Corticospinal connectivity
4.2
We found that two moderately impaired participants were MEP + in a single muscle and MEP− in the other two muscles tested. Our findings are in agreement with previous findings showing that 40% of moderately impaired participants were likely to be MEP− in one hand muscle and MEP + in another (27). Thus, testing and labeling a muscle as MEP+/− may be more suitable than labeling a participant from the status of one muscle.
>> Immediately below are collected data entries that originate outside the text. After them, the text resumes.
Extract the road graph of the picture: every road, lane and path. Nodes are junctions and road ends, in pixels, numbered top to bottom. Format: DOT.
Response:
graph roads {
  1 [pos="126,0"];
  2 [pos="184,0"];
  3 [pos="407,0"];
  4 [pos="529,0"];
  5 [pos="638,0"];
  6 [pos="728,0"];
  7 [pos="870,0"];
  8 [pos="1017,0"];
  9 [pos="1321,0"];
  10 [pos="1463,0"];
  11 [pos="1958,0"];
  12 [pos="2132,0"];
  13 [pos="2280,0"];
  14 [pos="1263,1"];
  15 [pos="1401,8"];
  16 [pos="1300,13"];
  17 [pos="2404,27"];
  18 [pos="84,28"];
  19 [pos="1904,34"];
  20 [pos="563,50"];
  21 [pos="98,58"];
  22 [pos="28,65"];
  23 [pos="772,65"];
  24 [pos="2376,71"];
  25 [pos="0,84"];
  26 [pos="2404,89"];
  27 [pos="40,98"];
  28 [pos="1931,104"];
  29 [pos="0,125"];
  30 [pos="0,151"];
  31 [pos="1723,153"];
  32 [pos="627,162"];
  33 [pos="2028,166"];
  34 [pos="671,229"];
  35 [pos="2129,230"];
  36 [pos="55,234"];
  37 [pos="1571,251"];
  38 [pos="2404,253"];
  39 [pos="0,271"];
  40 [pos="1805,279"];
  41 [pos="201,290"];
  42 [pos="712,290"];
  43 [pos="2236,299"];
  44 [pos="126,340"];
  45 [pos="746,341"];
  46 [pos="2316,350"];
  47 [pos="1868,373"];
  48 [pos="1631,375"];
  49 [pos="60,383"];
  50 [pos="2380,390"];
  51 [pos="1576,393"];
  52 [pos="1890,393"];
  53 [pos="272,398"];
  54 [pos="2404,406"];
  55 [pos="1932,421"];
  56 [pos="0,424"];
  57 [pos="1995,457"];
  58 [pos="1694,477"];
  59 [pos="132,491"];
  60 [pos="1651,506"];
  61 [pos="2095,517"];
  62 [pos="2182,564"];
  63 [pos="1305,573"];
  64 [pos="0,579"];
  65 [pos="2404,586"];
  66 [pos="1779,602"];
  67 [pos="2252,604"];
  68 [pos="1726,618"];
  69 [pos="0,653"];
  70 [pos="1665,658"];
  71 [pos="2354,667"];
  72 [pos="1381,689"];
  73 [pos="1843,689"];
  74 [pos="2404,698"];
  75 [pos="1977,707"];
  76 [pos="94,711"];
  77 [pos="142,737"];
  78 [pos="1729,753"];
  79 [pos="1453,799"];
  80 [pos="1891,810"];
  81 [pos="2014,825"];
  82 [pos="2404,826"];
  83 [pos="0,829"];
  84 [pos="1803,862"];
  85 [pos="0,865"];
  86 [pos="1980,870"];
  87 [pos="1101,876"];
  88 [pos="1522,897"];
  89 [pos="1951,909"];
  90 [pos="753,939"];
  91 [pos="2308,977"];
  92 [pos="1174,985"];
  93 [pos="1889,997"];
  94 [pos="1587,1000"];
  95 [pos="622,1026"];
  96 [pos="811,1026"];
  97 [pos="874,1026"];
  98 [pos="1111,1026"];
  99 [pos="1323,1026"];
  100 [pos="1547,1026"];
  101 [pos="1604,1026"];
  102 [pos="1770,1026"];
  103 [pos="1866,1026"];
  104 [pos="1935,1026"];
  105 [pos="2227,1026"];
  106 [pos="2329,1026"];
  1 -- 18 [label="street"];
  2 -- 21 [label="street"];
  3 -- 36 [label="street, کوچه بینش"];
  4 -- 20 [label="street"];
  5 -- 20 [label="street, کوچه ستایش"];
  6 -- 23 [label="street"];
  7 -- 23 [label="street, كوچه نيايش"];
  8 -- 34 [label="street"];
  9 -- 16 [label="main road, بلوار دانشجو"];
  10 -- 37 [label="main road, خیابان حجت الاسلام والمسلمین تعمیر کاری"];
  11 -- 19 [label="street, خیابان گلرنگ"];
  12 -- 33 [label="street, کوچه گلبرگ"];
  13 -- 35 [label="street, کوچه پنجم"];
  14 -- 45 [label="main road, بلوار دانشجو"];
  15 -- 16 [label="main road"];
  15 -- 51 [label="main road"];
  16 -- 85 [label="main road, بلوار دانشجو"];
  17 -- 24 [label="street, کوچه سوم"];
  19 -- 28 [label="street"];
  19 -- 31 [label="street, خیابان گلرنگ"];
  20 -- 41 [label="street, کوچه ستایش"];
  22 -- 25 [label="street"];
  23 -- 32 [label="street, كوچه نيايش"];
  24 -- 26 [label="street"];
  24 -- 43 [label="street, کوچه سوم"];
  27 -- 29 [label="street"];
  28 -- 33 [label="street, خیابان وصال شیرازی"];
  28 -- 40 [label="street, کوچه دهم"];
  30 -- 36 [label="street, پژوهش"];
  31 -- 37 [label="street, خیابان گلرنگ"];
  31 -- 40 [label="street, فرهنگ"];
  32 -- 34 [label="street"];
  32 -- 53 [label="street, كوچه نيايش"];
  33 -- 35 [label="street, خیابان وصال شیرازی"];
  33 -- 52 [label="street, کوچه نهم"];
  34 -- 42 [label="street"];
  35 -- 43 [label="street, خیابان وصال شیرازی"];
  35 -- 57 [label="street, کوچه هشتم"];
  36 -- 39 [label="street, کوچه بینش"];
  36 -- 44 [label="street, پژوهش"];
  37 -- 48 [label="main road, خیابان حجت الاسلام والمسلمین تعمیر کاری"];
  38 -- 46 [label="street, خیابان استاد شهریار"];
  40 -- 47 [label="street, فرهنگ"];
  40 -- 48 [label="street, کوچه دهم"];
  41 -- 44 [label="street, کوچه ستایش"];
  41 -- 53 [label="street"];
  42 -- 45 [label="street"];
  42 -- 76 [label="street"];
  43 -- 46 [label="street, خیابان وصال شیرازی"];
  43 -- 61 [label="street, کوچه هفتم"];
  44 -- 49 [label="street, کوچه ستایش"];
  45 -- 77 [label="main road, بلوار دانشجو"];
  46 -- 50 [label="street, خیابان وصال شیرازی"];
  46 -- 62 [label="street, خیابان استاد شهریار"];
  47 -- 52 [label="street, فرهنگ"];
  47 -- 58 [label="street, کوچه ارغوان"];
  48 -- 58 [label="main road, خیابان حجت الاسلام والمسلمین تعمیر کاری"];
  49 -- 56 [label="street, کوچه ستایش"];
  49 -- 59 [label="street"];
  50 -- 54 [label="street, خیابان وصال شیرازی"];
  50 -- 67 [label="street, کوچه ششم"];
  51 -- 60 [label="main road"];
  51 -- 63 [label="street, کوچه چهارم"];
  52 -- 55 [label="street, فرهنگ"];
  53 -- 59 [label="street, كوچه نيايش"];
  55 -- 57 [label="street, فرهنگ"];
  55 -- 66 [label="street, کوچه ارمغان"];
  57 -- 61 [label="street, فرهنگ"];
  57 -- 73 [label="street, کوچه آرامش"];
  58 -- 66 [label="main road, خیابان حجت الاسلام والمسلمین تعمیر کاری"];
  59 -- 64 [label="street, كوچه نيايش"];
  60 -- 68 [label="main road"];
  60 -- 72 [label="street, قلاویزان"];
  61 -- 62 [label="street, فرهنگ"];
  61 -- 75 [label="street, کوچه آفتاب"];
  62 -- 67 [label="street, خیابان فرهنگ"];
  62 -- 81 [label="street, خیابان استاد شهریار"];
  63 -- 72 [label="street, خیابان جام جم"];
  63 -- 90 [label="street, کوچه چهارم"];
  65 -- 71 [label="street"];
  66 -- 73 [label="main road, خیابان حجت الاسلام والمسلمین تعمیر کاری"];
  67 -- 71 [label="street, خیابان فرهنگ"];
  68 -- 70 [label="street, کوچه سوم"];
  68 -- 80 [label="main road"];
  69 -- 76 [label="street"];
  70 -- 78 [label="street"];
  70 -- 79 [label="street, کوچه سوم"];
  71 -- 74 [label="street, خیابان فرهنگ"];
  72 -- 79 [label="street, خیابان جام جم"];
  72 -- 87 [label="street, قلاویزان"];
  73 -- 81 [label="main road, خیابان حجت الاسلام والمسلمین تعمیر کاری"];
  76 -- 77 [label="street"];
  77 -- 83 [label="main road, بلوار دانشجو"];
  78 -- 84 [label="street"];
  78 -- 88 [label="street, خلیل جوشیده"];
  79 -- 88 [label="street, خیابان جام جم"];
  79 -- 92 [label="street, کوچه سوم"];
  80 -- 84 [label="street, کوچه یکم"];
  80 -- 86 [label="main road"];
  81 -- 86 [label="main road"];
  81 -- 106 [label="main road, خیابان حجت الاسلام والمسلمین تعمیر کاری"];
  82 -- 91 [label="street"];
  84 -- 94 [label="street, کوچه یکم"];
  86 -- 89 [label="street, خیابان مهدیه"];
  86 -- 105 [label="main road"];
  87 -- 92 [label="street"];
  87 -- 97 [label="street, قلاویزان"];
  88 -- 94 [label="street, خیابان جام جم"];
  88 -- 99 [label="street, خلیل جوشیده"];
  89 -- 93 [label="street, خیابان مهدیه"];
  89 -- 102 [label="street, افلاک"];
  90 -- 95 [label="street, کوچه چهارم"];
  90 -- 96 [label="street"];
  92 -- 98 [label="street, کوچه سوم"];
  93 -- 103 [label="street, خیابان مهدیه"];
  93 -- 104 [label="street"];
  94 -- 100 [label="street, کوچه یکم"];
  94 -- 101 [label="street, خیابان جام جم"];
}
Electrical CMS elicit responses following stimulation of corticospinal axons, providing a straightforward method to evaluate corticospinal tract connectivity during and after tasks requiring voluntary movement; it may also test the efficiency of descending control and its modulation under variable circumstances (8). Indeed, measurement of CMEPs may provide a method of probing the subcortical effects of motor learning. Stimulating the corticospinal tract cortically and subcortically can provide an important comparison for interpreting changes in individuals with motor impairment and may lead to varying methodologies and treatment possibilities to optimize recovery post-stroke. Limiting exploration of neural plasticity to the cortex, as done with TMS, reduces the ability to comprehend the full potential of the damaged nervous system (9). Measures of subcortical and spinal plasticity are appropriate to document treatment-induced changes. Thus, electrical CMS may be a valuable technique for testing the effects of neuromodulation that aims to examine corticospinal contributions. With the increase in spinal and cerebellar neuromodulation protocols (28–34), it is in the interest of the neural recovery research community to differentiate cortical, subcortical, and spinal contributions to motor learning, including behavioral changes following interventional protocols.
Limitations
4.3
Limitations of this study include its exploratory nature and the small number of participants. One physiological limitation is that stimulation of other tracts may occur during CMS; however, this can also occur with high intensity TMS. In a previous collision study, MEPs were attenuated when cortical stimulation was preceded by CMS, indicating that CMEPs and MEPs are likely to travel along the same pathway (9).
Conclusion
5
(1) CMS is effective and tolerated in a small cohort of chronic stroke survivors with severe hemiparesis FMUE Mean/SD 18.1 (9.3), and 91.7% of the cohort tested as CMEP+ using electrical CMS in three UE muscles. All individuals were able to achieve CMEP+ status in at least two UE muscles tested. This stimulation technique may provide a more sensitive method to assess corticospinal excitability in stroke survivors than TMS. These findings are a useful starting point for neurophysiological investigation into mechanisms of recovery post-stroke, and the next steps should include a larger and more diverse sample size.